*Task brief*: Write out all the entries word for word, but skip any images.

[Stored items]
# # # #

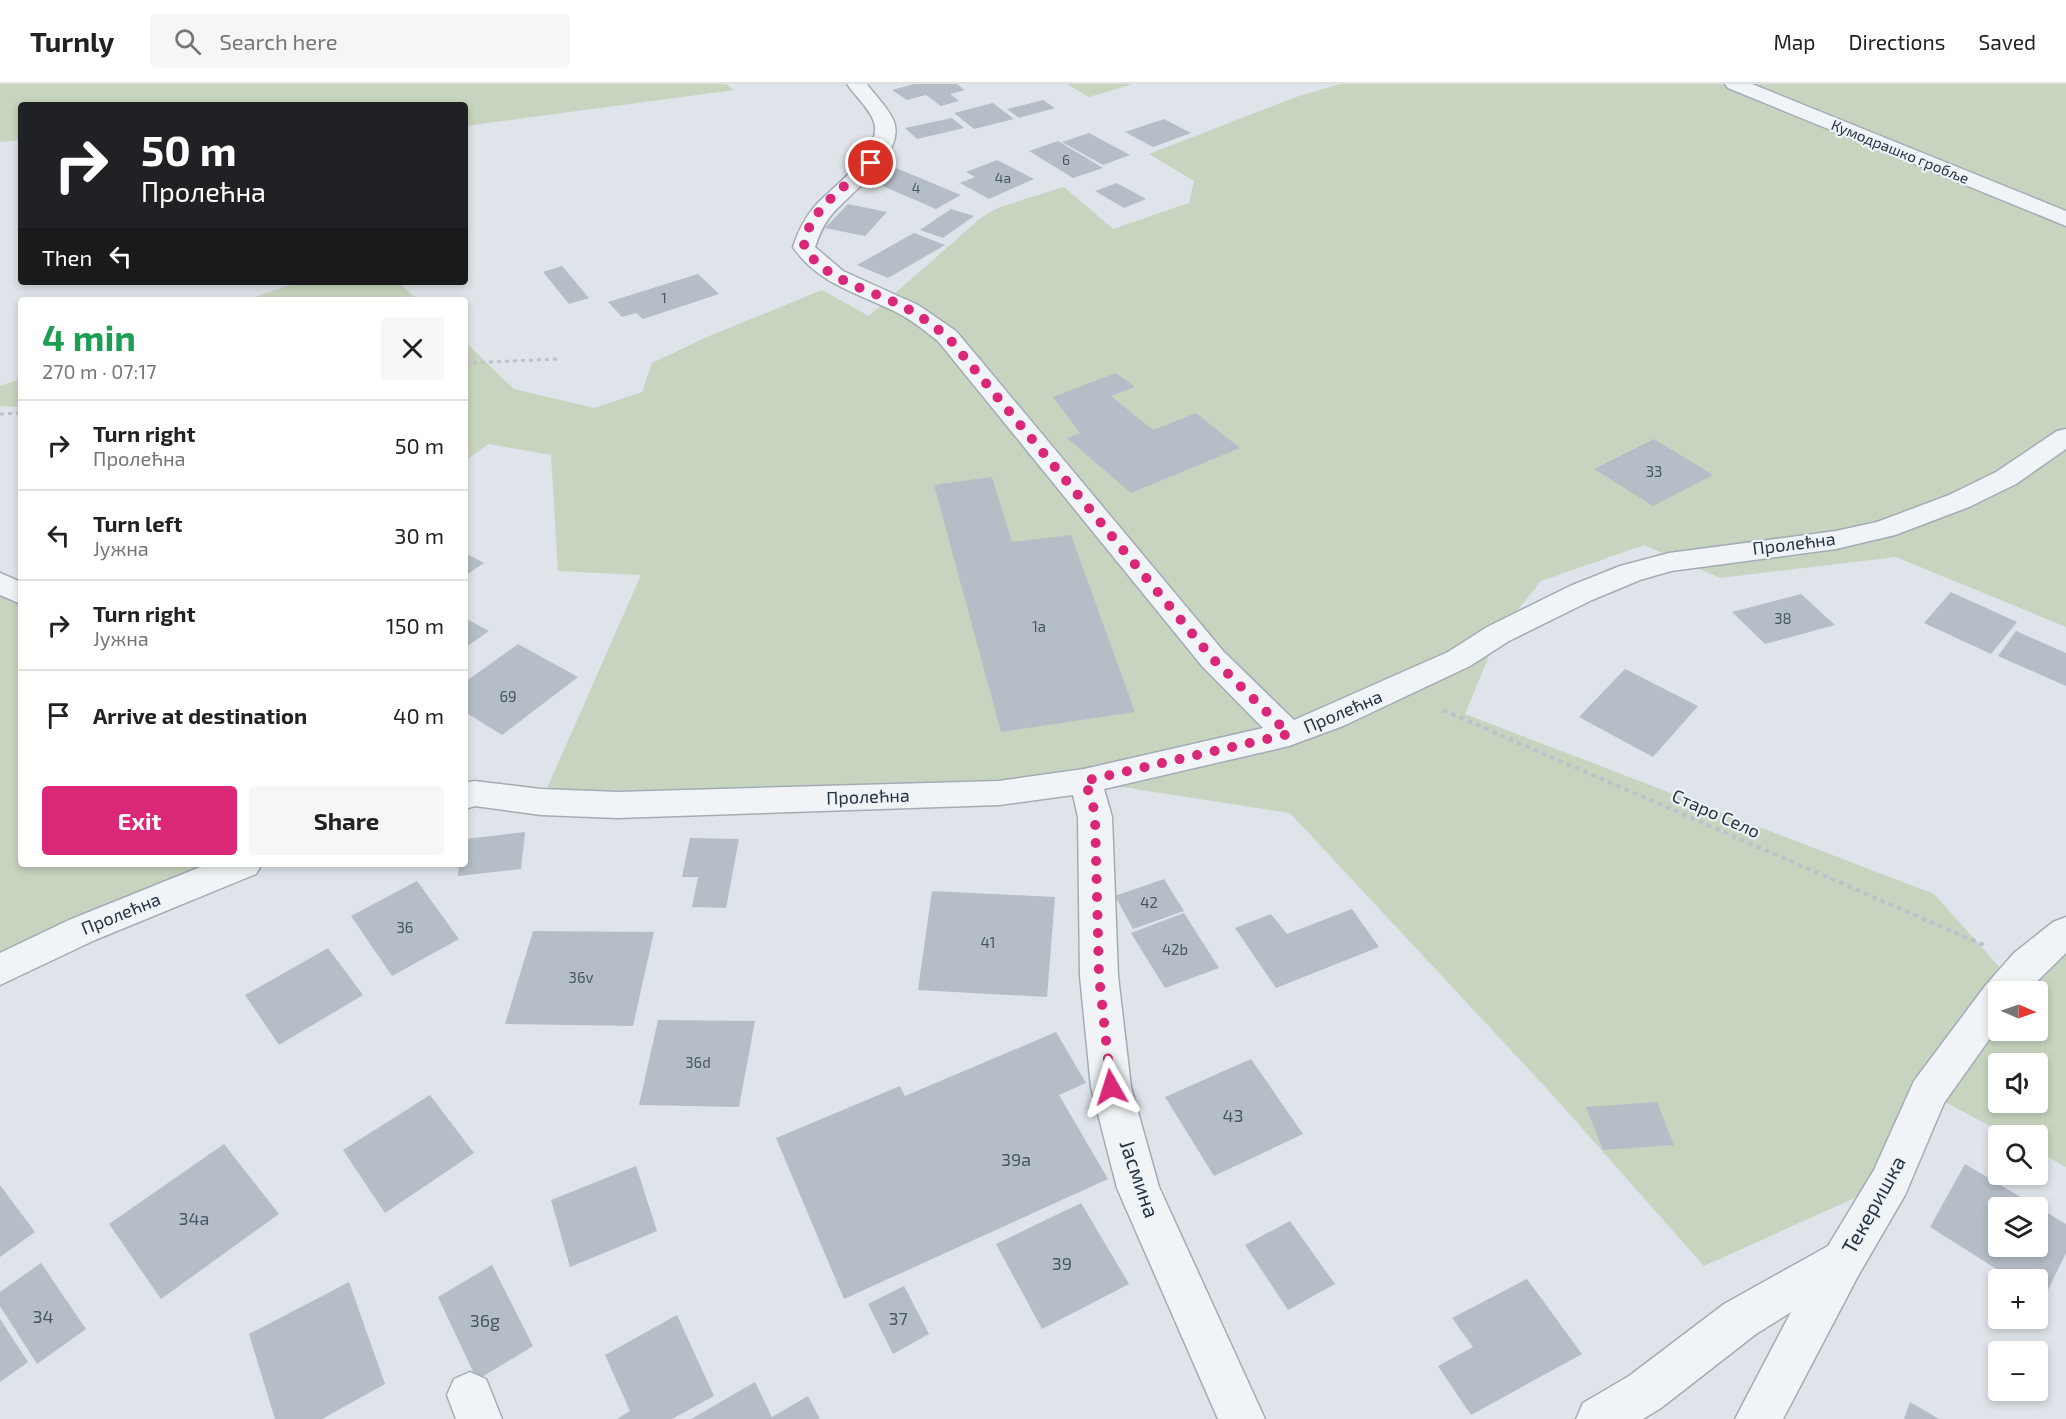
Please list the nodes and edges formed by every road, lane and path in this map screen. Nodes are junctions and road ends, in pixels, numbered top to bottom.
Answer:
1 (857, 84) edge
2 (1735, 84) edge
3 (2066, 219) edge
4 (559, 359) dead end
5 (468, 363) edge
6 (18, 413) edge
7 (0, 414) edge
8 (2066, 437) edge
9 (0, 583) edge
10 (18, 592) edge
11 (1395, 689) junction
12 (1289, 734) junction
13 (1084, 781) junction
14 (468, 793) edge
15 (237, 867) edge
16 (2066, 932) edge
17 (2027, 964) junction
18 (0, 970) edge
19 (2012, 981) edge
20 (1988, 1012) edge
21 (1843, 1261) junction
22 (1242, 1419) edge
23 (1599, 1419) edge
24 (1758, 1419) edge

1 - 12 street
2 - 3 street, Кумодрашко гробље
4 - 5 path
6 - 7 path
8 - 11 street, Пролећна
9 - 10 street
11 - 12 street, Пролећна
11 - 17 path, Старо Село
12 - 13 street, Пролећна
13 - 14 street, Пролећна
13 - 22 street, Јасмина
15 - 18 street, Пролећна
16 - 17 street
17 - 19 street
20 - 21 street, Текеришка
21 - 23 street
21 - 24 street, Текеришка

# # # #

*Response*:
Please list the nodes and edges formed by every road, lane and path in this map screen. Nodes are junctions and road ends, in pixels, numbered top to bottom.
Answer:
1 (857, 84) edge
2 (1735, 84) edge
3 (2066, 219) edge
4 (559, 359) dead end
5 (468, 363) edge
6 (18, 413) edge
7 (0, 414) edge
8 (2066, 437) edge
9 (0, 583) edge
10 (18, 592) edge
11 (1395, 689) junction
12 (1289, 734) junction
13 (1084, 781) junction
14 (468, 793) edge
15 (237, 867) edge
16 (2066, 932) edge
17 (2027, 964) junction
18 (0, 970) edge
19 (2012, 981) edge
20 (1988, 1012) edge
21 (1843, 1261) junction
22 (1242, 1419) edge
23 (1599, 1419) edge
24 (1758, 1419) edge

1 - 12 street
2 - 3 street, Кумодрашко гробље
4 - 5 path
6 - 7 path
8 - 11 street, Пролећна
9 - 10 street
11 - 12 street, Пролећна
11 - 17 path, Старо Село
12 - 13 street, Пролећна
13 - 14 street, Пролећна
13 - 22 street, Јасмина
15 - 18 street, Пролећна
16 - 17 street
17 - 19 street
20 - 21 street, Текеришка
21 - 23 street
21 - 24 street, Текеришка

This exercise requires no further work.